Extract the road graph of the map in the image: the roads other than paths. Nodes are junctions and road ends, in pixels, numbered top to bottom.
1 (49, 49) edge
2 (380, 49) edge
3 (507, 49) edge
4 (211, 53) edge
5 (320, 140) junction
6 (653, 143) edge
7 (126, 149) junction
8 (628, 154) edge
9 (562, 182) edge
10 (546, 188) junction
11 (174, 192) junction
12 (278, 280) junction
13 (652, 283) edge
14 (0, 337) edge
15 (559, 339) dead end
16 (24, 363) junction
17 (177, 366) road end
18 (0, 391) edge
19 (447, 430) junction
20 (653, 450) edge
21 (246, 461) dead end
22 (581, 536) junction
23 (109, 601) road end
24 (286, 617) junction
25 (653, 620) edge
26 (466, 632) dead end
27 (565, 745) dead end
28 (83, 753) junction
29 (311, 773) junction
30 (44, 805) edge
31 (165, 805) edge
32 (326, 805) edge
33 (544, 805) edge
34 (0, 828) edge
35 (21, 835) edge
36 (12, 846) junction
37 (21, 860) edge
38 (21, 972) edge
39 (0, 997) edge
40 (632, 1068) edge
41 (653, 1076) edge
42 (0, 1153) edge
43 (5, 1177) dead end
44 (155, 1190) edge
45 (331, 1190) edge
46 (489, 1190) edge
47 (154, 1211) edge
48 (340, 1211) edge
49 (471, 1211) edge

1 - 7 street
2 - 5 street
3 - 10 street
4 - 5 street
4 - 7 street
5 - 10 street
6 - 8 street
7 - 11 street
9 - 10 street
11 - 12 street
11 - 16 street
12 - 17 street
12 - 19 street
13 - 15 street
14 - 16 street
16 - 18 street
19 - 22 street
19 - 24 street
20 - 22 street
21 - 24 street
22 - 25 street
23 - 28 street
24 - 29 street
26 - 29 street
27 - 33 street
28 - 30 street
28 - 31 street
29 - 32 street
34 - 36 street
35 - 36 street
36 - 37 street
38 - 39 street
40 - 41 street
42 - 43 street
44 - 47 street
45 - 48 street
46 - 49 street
----------
Instructions for the task → Could you restate every record above word for word?

The answer →
Extract the road graph of the map in the image: the roads other than paths. Nodes are junctions and road ends, in pixels, numbered top to bottom.
1 (49, 49) edge
2 (380, 49) edge
3 (507, 49) edge
4 (211, 53) edge
5 (320, 140) junction
6 (653, 143) edge
7 (126, 149) junction
8 (628, 154) edge
9 (562, 182) edge
10 (546, 188) junction
11 (174, 192) junction
12 (278, 280) junction
13 (652, 283) edge
14 (0, 337) edge
15 (559, 339) dead end
16 (24, 363) junction
17 (177, 366) road end
18 (0, 391) edge
19 (447, 430) junction
20 (653, 450) edge
21 (246, 461) dead end
22 (581, 536) junction
23 (109, 601) road end
24 (286, 617) junction
25 (653, 620) edge
26 (466, 632) dead end
27 (565, 745) dead end
28 (83, 753) junction
29 (311, 773) junction
30 (44, 805) edge
31 (165, 805) edge
32 (326, 805) edge
33 (544, 805) edge
34 (0, 828) edge
35 (21, 835) edge
36 (12, 846) junction
37 (21, 860) edge
38 (21, 972) edge
39 (0, 997) edge
40 (632, 1068) edge
41 (653, 1076) edge
42 (0, 1153) edge
43 (5, 1177) dead end
44 (155, 1190) edge
45 (331, 1190) edge
46 (489, 1190) edge
47 (154, 1211) edge
48 (340, 1211) edge
49 (471, 1211) edge

1 - 7 street
2 - 5 street
3 - 10 street
4 - 5 street
4 - 7 street
5 - 10 street
6 - 8 street
7 - 11 street
9 - 10 street
11 - 12 street
11 - 16 street
12 - 17 street
12 - 19 street
13 - 15 street
14 - 16 street
16 - 18 street
19 - 22 street
19 - 24 street
20 - 22 street
21 - 24 street
22 - 25 street
23 - 28 street
24 - 29 street
26 - 29 street
27 - 33 street
28 - 30 street
28 - 31 street
29 - 32 street
34 - 36 street
35 - 36 street
36 - 37 street
38 - 39 street
40 - 41 street
42 - 43 street
44 - 47 street
45 - 48 street
46 - 49 street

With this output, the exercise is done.